About this task – Your job is to return every line in the data holding the string "them".

Data –
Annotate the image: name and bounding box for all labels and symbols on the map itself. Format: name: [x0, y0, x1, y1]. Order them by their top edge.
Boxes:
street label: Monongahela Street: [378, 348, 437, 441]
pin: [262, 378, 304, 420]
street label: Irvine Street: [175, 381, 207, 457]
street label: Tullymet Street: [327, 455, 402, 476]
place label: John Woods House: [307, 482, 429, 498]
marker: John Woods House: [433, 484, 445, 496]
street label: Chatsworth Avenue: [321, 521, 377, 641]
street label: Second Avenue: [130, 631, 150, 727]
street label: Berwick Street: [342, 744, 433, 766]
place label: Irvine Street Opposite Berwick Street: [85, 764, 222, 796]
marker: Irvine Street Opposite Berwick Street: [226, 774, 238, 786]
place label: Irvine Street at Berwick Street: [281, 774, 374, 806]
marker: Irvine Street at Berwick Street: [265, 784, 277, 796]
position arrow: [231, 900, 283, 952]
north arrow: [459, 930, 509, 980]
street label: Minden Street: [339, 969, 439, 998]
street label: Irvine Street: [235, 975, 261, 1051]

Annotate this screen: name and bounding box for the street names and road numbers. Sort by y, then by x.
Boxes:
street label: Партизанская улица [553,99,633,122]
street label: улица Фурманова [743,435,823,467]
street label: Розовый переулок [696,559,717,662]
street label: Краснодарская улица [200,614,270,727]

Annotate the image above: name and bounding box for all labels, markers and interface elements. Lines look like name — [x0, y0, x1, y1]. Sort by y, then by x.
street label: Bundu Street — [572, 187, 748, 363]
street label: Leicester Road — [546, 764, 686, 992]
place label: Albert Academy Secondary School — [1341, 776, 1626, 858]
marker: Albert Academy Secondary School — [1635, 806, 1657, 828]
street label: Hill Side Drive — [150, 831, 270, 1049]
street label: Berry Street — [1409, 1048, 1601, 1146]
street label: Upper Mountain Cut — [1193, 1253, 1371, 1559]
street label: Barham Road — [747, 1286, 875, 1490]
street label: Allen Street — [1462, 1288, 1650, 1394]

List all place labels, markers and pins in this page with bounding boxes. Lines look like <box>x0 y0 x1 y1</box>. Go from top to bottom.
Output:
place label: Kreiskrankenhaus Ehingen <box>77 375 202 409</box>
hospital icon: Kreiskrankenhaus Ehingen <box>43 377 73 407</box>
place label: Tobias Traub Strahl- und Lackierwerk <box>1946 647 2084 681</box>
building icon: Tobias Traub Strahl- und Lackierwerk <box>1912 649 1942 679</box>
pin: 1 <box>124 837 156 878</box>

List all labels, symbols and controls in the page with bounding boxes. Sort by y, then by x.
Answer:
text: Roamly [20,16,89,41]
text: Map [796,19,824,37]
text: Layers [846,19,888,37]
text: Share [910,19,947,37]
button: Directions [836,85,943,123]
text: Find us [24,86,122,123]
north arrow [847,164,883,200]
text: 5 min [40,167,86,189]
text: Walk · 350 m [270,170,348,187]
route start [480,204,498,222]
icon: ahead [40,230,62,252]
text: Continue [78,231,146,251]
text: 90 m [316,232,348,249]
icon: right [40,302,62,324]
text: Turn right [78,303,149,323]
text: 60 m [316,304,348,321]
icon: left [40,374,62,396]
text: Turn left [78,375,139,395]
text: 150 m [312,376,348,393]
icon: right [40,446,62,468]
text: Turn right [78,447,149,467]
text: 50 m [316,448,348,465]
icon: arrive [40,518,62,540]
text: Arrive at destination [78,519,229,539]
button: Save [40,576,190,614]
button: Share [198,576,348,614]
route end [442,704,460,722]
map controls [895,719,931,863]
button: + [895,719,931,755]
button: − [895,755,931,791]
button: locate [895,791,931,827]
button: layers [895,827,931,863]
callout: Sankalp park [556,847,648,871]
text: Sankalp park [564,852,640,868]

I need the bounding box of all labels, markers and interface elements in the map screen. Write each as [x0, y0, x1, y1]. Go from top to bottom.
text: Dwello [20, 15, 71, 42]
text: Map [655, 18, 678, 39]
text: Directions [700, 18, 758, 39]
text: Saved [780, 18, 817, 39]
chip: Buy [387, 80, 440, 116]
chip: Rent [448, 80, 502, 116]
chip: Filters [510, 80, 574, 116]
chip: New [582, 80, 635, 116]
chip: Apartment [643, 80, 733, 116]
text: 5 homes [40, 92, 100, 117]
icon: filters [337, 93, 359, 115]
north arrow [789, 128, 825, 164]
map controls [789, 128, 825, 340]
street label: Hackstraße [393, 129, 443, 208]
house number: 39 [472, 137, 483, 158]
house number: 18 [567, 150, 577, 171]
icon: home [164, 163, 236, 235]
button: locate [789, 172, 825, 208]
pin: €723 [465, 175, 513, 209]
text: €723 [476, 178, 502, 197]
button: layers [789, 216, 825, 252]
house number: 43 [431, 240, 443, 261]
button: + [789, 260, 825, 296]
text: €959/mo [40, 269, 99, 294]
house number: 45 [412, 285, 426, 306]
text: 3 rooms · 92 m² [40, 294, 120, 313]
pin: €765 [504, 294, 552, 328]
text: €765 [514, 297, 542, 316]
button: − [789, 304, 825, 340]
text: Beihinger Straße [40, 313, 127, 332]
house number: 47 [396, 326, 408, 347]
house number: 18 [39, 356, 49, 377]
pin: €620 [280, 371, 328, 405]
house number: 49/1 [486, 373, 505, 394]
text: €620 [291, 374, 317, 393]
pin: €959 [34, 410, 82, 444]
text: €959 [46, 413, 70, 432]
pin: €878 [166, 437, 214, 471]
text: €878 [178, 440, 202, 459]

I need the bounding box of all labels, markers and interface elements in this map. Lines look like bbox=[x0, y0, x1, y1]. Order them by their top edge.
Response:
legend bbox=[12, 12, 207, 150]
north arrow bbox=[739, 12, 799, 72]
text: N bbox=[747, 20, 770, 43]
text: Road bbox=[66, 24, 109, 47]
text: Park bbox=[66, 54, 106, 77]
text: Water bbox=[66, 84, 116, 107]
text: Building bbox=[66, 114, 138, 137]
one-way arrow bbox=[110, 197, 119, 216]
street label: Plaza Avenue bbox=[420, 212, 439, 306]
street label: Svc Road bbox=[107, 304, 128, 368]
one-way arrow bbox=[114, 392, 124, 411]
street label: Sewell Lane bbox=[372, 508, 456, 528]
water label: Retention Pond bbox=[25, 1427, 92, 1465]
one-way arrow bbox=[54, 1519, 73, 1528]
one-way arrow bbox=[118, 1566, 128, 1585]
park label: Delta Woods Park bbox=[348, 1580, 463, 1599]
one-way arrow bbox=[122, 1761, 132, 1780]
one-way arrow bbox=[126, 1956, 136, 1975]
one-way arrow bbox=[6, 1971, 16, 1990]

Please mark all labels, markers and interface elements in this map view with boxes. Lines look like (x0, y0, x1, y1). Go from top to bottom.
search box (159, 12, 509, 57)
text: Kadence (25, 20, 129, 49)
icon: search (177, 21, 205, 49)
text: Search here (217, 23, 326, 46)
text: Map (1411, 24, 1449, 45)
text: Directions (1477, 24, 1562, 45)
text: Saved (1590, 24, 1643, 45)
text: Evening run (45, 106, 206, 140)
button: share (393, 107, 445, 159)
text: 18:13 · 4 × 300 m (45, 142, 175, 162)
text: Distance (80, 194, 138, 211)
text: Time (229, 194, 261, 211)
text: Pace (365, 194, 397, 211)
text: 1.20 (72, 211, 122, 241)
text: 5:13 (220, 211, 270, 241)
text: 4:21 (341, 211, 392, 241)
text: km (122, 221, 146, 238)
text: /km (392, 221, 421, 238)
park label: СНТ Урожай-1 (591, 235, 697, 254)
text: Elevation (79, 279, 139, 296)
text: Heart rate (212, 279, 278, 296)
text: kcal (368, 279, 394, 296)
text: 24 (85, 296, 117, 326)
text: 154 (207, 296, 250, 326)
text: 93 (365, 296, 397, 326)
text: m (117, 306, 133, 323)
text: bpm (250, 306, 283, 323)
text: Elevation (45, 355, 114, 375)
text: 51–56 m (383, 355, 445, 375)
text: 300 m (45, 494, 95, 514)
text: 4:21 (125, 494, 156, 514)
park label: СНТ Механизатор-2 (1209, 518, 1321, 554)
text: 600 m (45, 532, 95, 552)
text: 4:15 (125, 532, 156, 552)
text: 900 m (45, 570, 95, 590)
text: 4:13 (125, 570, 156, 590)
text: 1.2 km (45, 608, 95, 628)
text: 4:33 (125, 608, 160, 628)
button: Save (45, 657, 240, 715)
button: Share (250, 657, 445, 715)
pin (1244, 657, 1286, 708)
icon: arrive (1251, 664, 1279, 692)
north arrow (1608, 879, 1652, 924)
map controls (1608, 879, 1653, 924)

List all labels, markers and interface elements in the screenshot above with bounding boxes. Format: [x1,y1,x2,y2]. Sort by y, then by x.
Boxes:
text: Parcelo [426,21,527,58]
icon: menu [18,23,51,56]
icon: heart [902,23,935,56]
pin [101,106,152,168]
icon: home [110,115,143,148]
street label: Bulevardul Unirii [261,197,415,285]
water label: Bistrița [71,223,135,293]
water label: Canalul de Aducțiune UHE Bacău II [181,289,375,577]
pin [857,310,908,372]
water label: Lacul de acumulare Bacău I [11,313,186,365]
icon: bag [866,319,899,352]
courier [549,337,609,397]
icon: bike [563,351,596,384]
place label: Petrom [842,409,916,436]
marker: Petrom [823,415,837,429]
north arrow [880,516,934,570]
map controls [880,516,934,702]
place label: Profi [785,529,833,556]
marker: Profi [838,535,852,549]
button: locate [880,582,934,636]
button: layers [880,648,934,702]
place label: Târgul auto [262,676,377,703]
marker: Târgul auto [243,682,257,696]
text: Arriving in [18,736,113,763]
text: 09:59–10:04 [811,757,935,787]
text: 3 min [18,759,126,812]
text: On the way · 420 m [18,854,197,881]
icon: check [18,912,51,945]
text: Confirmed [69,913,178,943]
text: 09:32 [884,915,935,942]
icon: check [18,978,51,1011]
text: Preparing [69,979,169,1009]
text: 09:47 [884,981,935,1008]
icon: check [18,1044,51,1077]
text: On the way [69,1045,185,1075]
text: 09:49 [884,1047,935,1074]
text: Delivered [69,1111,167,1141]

Result below –
Annotate the image: name and bounding box for all labels and symbols on the map itself. Format: name: [x0, y0, x1, y1]. Order them by their top edge.
I need the bounding box of all labels, markers and interface elements in this map. Lines look like bbox=[x0, y0, x1, y1]. Order them by their top edge.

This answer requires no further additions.